А если по-настоящему, если заглянуть внутрь, то об этом очень тяжело судить, я на самом деле не имею права ничего говорить, разве только интуитивно, да и то это ужасно безответственно с моей стороны, потому что я тут всего несколько дней, даже смешно какие-то выводы делать, — но, по ощущениям, советские комплексы, кажется, остались далеко позади, от них ничего не осталось. По людям уже явно видно, что они ездили по миру и смотрели мир. Они хорошо одеты, более свободны, более раскрепощены.

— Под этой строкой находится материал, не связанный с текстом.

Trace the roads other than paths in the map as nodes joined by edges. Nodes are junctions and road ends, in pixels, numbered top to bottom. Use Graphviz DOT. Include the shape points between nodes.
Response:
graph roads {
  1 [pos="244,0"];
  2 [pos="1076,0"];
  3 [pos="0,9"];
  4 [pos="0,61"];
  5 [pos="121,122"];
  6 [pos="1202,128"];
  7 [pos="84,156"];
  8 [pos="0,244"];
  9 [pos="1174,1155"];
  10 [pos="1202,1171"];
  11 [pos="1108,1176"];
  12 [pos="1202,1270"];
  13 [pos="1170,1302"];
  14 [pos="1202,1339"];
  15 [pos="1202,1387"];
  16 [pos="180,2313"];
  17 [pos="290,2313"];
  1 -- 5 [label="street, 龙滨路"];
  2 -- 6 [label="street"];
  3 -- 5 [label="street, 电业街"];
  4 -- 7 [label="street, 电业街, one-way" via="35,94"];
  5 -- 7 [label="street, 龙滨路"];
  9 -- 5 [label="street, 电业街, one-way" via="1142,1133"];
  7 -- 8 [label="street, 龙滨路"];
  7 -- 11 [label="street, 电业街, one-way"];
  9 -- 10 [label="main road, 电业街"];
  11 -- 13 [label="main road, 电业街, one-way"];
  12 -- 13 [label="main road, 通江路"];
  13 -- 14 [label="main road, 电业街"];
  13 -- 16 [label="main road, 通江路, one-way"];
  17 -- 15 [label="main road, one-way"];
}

Это не означает, что российские граждане потеряли любовь к гламуру — то есть московские граждане, потому что здесь все совсем иначе, чем в Питере. «Гламур», «жест» и «понт» все равно остаются важными словами в словаре московского жаргона. И внутри русского человека по-прежнему таится желание, чтобы в какой-то момент пригласили цыгана с медведем. Это есть, и это не уходит.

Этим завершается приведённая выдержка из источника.